This repository was archived by the owner on Jan 26, 2024. It is now read-only.

Description
Currently, HIP implements atomicMin/Max for single and double precision floating point values as CAS loops. However, in fast math scenarios, on architectures with hardware support for signed/unsigned integer atomicMin/Max a better implementation is possible.
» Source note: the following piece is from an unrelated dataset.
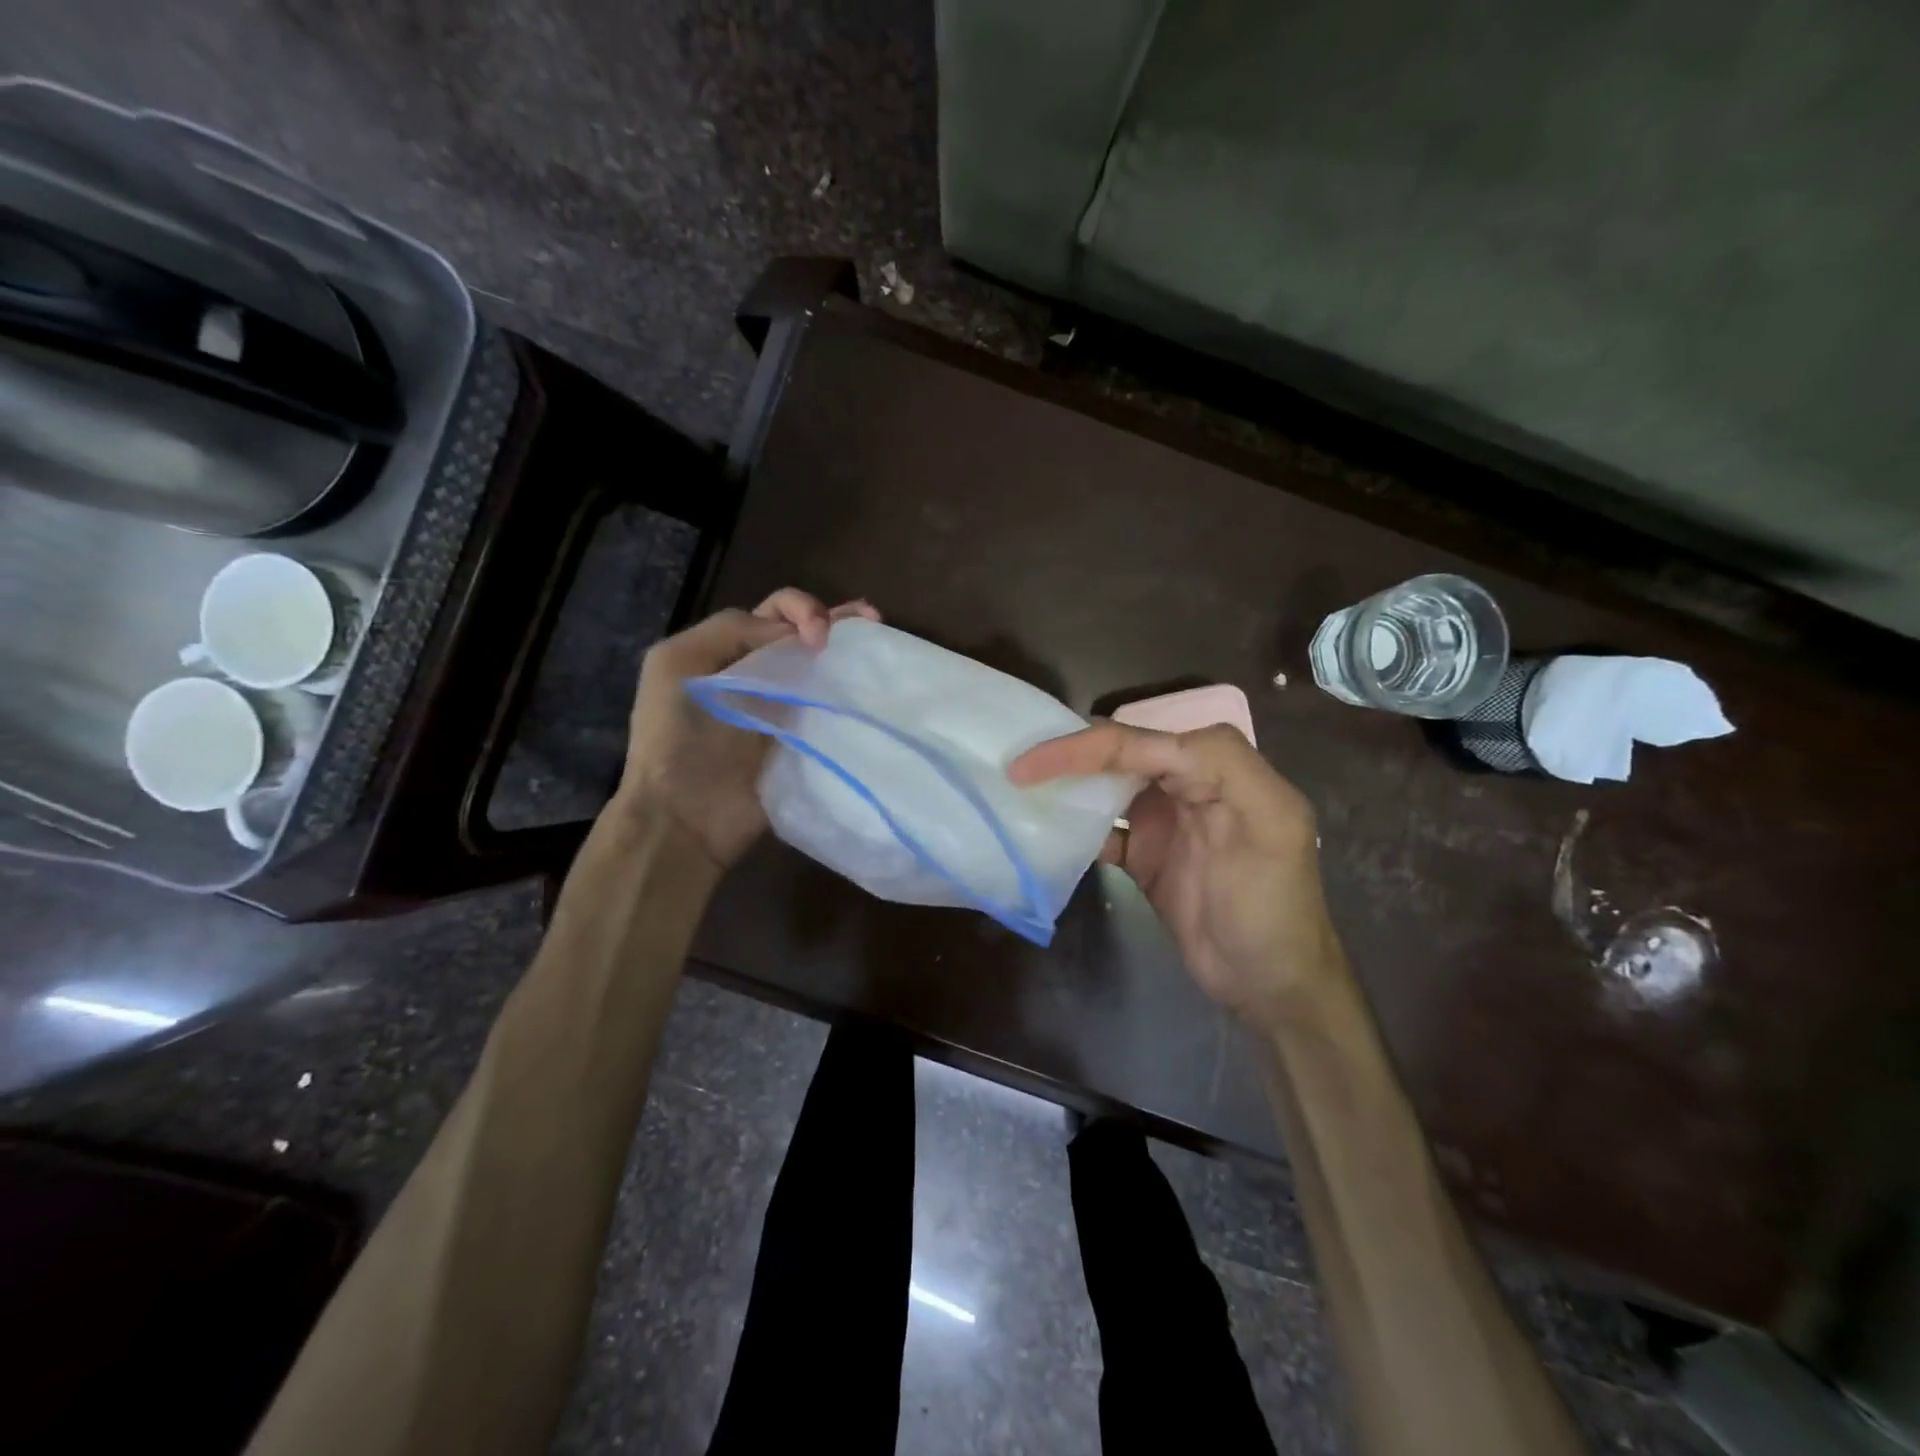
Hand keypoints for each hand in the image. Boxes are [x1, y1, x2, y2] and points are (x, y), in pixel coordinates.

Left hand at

As per https://stackoverflow.com/a/72461459 for single precision:
__device__ __forceinline__ float atomicMinFloat(float* addr, float value) {
float old;
old = !signbit(value) ? __int_as_float(atomicMin((int*)addr, __float_as_int(value))) :
__uint_as_float(atomicMax((unsigned int*)addr, __float_as_uint(value)));
return old;
}
__device__ __forceinline__ float atomicMaxFloat(float* addr, float value) {
float old;
old = !signbit(value) ? __int_as_float(atomicMax((int*)addr, __float_as_int(value))) :
__uint_as_float(atomicMin((unsigned int*)addr, __float_as_uint(value)));
return old;
}
Better implementations still are possible on NVIDIA using Opportunistic Warp-level Programming wherein one first looks to see if any other active threads in the warp have the same addr, and if so first do the reduction at the warp level. This greatly cuts down the number of RMW operations which leave the core when there is contention. I suspect a similar idea can carry over to AMD GPUs.